[[ Data for review open ]]
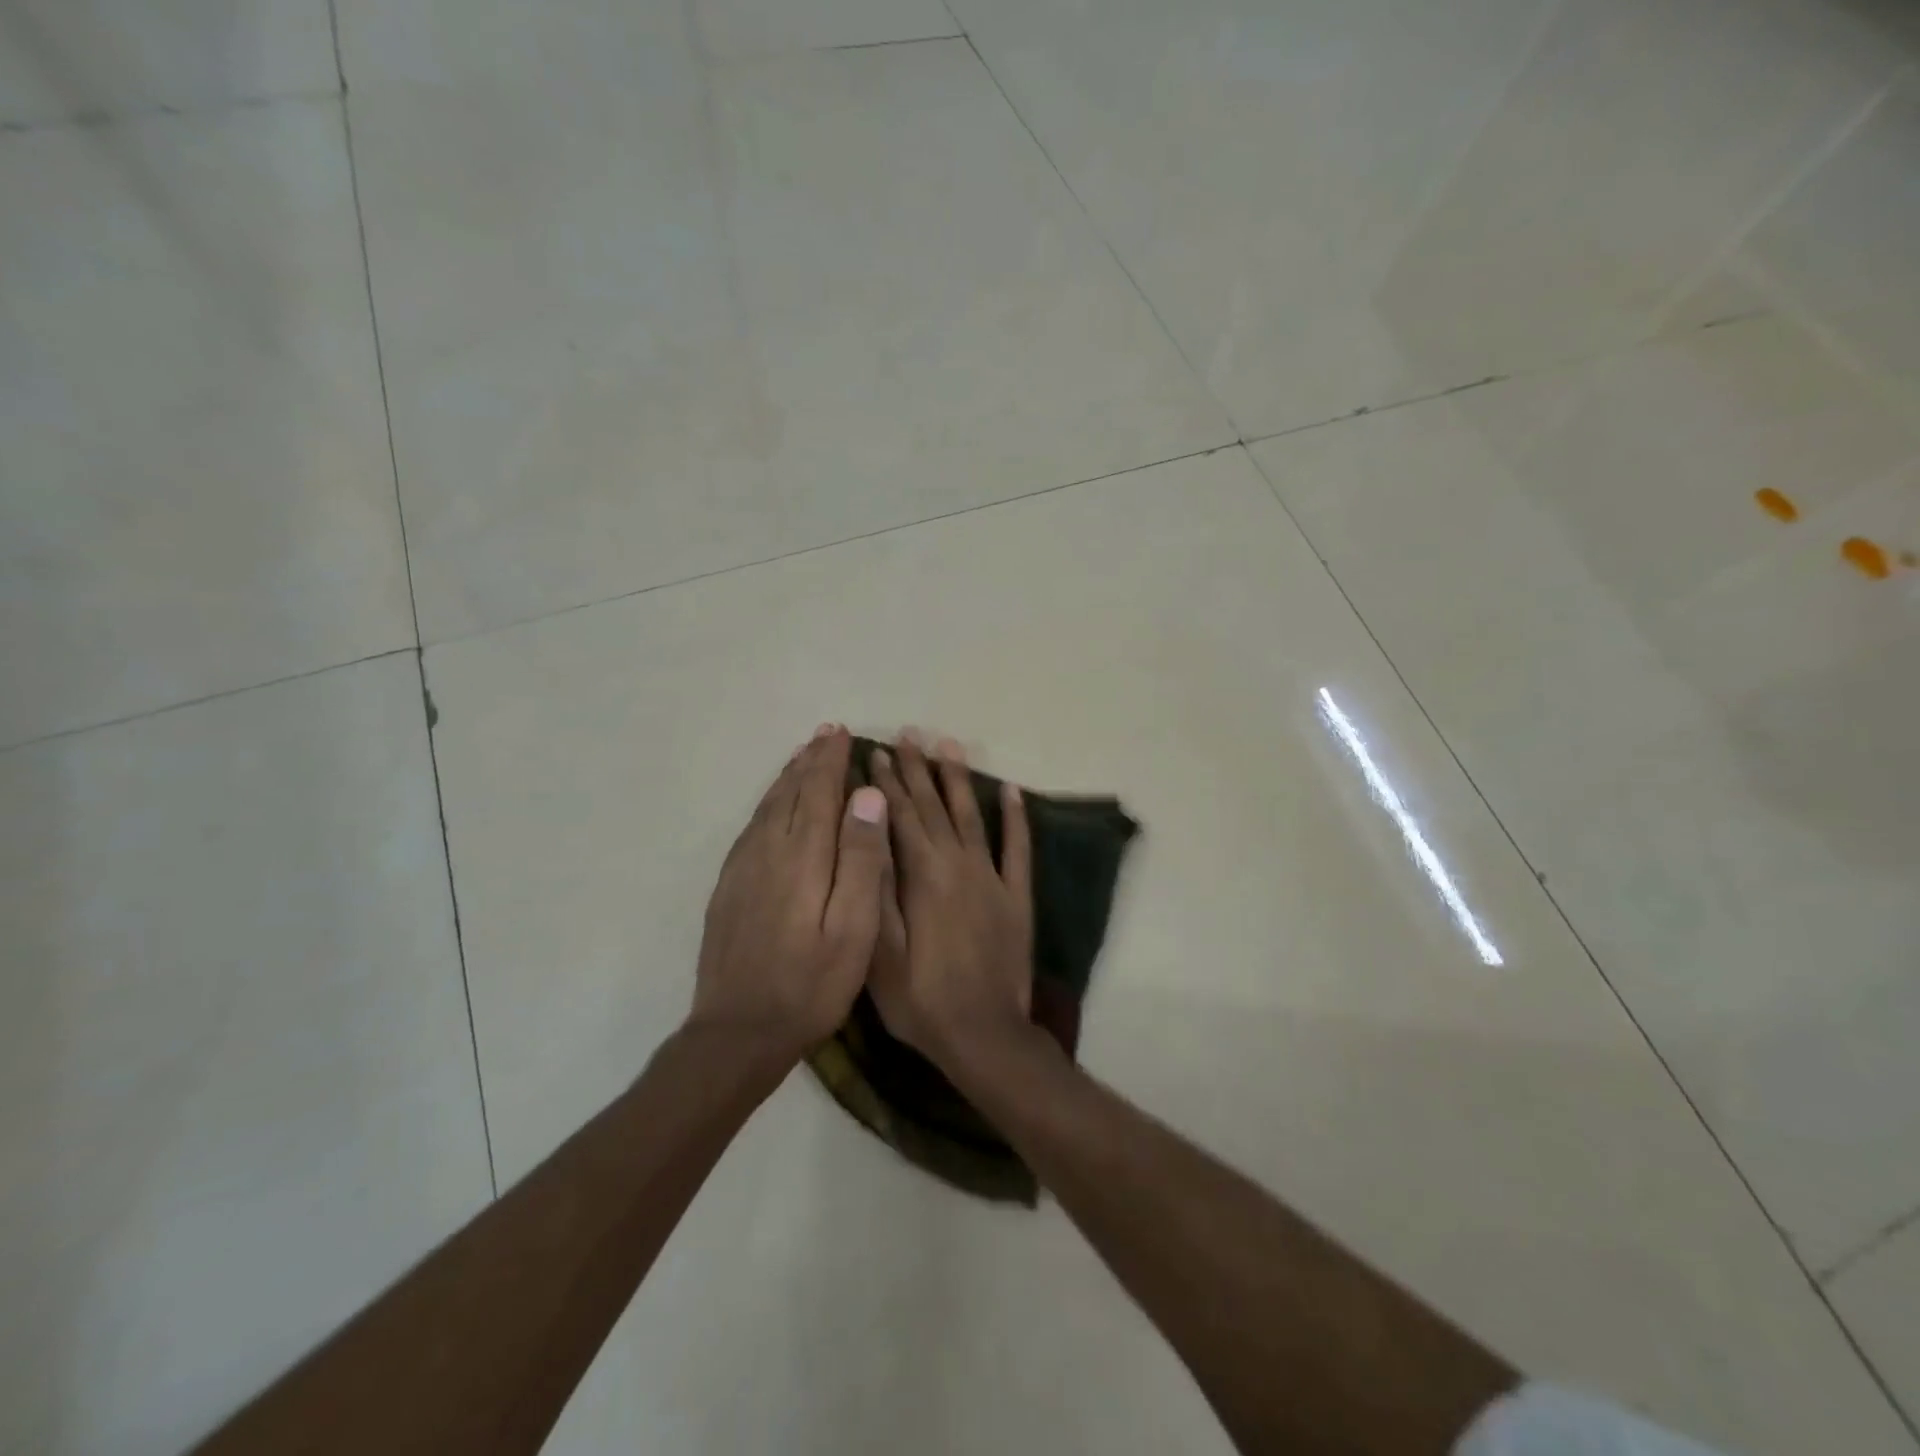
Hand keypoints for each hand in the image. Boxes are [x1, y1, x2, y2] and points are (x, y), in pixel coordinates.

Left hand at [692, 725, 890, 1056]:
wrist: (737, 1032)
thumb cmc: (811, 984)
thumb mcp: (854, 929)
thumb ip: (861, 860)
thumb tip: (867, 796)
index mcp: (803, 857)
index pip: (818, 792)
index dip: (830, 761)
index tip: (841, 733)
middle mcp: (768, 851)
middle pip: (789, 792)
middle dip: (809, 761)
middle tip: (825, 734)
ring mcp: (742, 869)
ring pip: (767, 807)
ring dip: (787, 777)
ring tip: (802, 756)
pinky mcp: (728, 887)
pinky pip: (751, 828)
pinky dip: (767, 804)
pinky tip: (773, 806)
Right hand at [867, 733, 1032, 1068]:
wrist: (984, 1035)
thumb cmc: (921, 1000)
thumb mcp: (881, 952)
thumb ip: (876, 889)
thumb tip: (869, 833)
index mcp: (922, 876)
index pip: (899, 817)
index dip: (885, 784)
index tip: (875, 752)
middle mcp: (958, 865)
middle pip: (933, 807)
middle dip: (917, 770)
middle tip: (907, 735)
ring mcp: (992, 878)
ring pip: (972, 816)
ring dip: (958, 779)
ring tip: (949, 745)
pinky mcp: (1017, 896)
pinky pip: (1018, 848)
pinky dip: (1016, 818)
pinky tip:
[[ Data for review closed ]]
## What you are asked to do
The records above should be returned word for word, with every picture left out.

## Written reply
Hand keypoints for each hand in the image. Boxes are [x1, y1, x2, y2] and points are (x, y), in pixel coordinates.

Left hand at [692, 725, 890, 1056]:
wrist: (737, 1032)
thumb cmc: (811, 984)
thumb mcp: (854, 929)
thumb ip: (861, 860)
thumb tip: (867, 796)
index mcp: (803, 857)
index pip: (818, 792)
index dip: (830, 761)
index tip: (841, 733)
middle mcp: (768, 851)
middle pip: (789, 792)
middle dip: (809, 761)
middle tip: (825, 734)
ring mcp: (742, 869)
ring pip: (767, 807)
ring dip: (787, 777)
ring tip: (802, 756)
pinky mcp: (728, 887)
pinky pip: (751, 828)
pinky dip: (767, 804)
pinky tip: (773, 806)
Right hand at [867, 733, 1032, 1068]:
wrist: (984, 1035)
thumb cmc: (921, 1000)
thumb mcp: (881, 952)
thumb ip: (876, 889)
thumb tip: (869, 833)
index mcp: (922, 876)
index pip: (899, 817)
index dip: (885, 784)
index tip: (875, 752)
middle mcp: (958, 865)
middle pip: (933, 807)
middle dip: (917, 770)
middle tip: (907, 735)
ring mcp: (992, 878)
ring pip: (972, 816)
ring dip: (958, 779)
ring tip: (949, 745)
pinky mcp: (1017, 896)
pinky pip: (1018, 848)
pinky dip: (1016, 818)
pinky tip:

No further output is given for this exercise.